→ **Exercise brief**
Which lines of the listing below contain the word "nodes"? Return them.

→ **Material for this exercise**
◆ ◆ ◆
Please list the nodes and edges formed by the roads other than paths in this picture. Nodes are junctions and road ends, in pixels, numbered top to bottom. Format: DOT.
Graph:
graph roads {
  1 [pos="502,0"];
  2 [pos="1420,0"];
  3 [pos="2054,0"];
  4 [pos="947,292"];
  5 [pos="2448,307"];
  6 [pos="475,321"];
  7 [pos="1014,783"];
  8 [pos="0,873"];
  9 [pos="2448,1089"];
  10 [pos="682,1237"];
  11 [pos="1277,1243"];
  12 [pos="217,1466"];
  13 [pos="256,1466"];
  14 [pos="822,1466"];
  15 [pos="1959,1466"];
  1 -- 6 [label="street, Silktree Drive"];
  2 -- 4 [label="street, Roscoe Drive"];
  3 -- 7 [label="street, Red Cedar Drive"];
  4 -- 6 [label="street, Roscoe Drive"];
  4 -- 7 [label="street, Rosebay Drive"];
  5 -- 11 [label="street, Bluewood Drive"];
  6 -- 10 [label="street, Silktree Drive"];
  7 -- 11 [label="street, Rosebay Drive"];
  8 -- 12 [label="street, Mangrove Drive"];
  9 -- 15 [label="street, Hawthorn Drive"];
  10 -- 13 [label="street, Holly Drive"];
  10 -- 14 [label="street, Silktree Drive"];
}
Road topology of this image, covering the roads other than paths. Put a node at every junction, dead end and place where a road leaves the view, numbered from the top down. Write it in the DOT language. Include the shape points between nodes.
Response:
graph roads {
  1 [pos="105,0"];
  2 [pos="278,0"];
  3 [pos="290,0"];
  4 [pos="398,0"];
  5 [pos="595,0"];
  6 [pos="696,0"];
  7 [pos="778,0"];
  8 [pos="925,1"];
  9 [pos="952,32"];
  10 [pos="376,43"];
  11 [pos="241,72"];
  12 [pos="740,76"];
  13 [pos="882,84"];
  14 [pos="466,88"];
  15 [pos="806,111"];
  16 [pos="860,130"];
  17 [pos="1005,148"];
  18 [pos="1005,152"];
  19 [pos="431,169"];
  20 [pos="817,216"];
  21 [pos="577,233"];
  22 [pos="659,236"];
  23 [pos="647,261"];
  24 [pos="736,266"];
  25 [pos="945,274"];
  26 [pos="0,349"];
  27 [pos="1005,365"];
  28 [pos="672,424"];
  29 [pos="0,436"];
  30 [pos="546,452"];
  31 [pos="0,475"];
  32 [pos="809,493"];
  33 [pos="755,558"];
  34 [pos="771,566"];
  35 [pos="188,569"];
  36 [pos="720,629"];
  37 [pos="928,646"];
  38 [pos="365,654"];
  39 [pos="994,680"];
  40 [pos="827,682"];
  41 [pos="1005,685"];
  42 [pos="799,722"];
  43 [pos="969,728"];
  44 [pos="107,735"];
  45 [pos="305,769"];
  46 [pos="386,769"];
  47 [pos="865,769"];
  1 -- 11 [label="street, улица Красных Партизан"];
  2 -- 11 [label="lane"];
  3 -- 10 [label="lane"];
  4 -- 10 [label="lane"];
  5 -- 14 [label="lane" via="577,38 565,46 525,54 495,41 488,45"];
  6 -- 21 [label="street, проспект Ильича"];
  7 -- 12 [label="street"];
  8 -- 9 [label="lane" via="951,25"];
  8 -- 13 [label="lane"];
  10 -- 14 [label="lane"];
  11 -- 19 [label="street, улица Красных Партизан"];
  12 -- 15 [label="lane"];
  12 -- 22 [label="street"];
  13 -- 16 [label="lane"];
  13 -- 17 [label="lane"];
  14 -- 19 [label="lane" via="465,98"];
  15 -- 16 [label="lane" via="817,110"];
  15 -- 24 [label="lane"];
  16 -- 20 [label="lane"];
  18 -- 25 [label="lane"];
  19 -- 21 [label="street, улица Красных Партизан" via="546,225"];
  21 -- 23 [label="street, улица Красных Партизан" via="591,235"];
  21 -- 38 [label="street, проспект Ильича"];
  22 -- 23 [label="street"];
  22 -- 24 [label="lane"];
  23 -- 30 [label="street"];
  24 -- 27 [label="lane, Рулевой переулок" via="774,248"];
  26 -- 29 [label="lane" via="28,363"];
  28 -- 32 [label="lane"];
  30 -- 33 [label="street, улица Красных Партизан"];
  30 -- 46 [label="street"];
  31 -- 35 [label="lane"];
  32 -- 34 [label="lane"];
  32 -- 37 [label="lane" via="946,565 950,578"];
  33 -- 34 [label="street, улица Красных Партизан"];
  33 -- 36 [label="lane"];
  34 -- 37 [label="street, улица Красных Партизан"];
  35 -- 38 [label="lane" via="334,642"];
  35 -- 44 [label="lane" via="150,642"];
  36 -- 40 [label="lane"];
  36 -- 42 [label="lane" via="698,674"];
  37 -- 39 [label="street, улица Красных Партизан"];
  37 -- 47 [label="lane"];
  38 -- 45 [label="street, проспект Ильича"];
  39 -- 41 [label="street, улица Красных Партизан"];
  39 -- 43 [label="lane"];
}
◆ ◆ ◆
→ **Answer to the problem**
Please list the nodes and edges formed by the roads other than paths in this picture. Nodes are junctions and road ends, in pixels, numbered top to bottom. Format: DOT.
Road topology of this image, covering the roads other than paths. Put a node at every junction, dead end and place where a road leaves the view, numbered from the top down. Write it in the DOT language. Include the shape points between nodes.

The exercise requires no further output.